To find the local minimum value of the function f(x, y) = x^2 + 2y^2 subject to the constraint g(x, y) = x + y = 3, we can use the method of Lagrange multipliers.
Step 1: Define the Lagrangian function
The Lagrangian function is defined as L(x, y, λ) = f(x, y) - λg(x, y), where λ is the Lagrange multiplier.
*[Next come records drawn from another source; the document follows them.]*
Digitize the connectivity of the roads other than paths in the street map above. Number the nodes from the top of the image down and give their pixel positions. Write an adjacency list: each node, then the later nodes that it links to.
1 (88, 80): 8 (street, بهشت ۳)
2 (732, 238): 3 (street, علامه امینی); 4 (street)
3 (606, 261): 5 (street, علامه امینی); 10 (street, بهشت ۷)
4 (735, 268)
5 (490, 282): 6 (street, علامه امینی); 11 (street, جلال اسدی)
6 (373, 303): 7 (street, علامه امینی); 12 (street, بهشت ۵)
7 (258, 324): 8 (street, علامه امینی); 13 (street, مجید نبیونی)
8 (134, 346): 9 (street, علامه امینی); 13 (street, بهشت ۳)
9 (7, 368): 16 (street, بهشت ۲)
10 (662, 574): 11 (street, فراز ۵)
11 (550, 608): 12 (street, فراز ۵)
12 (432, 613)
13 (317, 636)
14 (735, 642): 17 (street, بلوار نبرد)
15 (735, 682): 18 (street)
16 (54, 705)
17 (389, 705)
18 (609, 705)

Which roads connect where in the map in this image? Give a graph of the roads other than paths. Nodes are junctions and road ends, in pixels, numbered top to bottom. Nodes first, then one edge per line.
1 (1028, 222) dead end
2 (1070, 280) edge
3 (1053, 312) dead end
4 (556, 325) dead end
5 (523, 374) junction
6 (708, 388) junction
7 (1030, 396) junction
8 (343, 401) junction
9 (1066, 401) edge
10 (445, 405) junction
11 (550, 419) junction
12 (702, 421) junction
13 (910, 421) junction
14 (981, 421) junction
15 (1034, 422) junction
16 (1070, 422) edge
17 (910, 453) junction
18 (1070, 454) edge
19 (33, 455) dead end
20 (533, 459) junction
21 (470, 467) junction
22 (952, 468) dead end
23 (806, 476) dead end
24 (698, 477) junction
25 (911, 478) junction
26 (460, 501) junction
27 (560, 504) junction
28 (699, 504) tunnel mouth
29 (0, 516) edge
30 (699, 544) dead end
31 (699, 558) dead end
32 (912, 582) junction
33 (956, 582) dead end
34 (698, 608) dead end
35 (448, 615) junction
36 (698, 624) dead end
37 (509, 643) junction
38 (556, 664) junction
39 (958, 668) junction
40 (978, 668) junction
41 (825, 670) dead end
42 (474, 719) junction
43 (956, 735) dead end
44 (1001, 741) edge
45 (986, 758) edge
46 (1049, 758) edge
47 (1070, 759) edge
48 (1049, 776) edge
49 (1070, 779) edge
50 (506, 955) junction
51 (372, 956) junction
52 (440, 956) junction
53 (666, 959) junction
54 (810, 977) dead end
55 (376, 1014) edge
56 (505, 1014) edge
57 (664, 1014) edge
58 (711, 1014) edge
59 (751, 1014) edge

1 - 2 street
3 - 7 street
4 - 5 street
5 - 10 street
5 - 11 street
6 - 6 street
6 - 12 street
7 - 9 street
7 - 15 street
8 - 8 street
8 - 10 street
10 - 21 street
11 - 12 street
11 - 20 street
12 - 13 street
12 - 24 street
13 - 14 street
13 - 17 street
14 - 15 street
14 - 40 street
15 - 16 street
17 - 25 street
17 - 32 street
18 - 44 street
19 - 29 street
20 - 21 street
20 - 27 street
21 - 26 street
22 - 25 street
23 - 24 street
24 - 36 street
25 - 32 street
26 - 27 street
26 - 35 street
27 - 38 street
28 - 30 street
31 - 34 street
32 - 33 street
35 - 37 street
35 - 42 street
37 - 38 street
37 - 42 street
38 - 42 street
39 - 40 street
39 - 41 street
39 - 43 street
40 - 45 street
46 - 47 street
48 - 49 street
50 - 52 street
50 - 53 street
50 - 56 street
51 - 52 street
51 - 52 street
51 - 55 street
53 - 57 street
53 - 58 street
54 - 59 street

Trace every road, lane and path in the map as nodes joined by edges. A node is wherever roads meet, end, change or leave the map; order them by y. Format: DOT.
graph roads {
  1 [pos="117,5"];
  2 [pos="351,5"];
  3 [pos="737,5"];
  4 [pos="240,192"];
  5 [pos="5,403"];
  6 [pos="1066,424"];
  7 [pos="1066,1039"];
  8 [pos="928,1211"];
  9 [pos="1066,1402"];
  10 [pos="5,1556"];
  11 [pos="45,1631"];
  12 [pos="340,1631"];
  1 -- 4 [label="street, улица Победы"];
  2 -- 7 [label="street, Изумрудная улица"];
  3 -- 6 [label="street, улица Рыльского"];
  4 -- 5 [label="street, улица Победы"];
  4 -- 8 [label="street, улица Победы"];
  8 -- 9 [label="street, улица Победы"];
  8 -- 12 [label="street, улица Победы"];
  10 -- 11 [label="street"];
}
L(x, y, λ) = x^2 + 2y^2 - λ(x + y - 3)
Step 2: Calculate the partial derivatives
Take the partial derivatives of L with respect to x, y, and λ:
∂L/∂x = 2x - λ
∂L/∂y = 4y - λ
∂L/∂λ = -(x + y - 3)
Step 3: Set the partial derivatives to zero
Set ∂L/∂x = 0, ∂L/∂y = 0, and ∂L/∂λ = 0, and solve the resulting system of equations to find the critical points.
2x - λ = 0
4y - λ = 0
x + y - 3 = 0
From the first equation, we have λ = 2x.
Substituting this value of λ into the second equation, we get 4y - 2x = 0, which simplifies to y = x/2.
Substituting these values of λ and y into the third equation, we have x + x/2 - 3 = 0, which simplifies to x = 2.
Substituting x = 2 into y = x/2, we get y = 1.
So, the critical point is (2, 1).
Step 4: Determine the nature of the critical point
To determine whether the critical point is a local minimum, maximum, or saddle point, we need to evaluate the second partial derivatives.
∂^2L/∂x^2 = 2
∂^2L/∂y^2 = 4
∂^2L/∂x∂y = 0
D = (∂^2L/∂x^2)(∂^2L/∂y^2) - (∂^2L/∂x∂y)^2 = (2)(4) - (0)^2 = 8.
Since D > 0 and (∂^2L/∂x^2) > 0, the critical point (2, 1) is a local minimum.
Therefore, the local minimum value of f(x, y) = x^2 + 2y^2 subject to g(x, y) = x + y = 3 is obtained at the point (2, 1).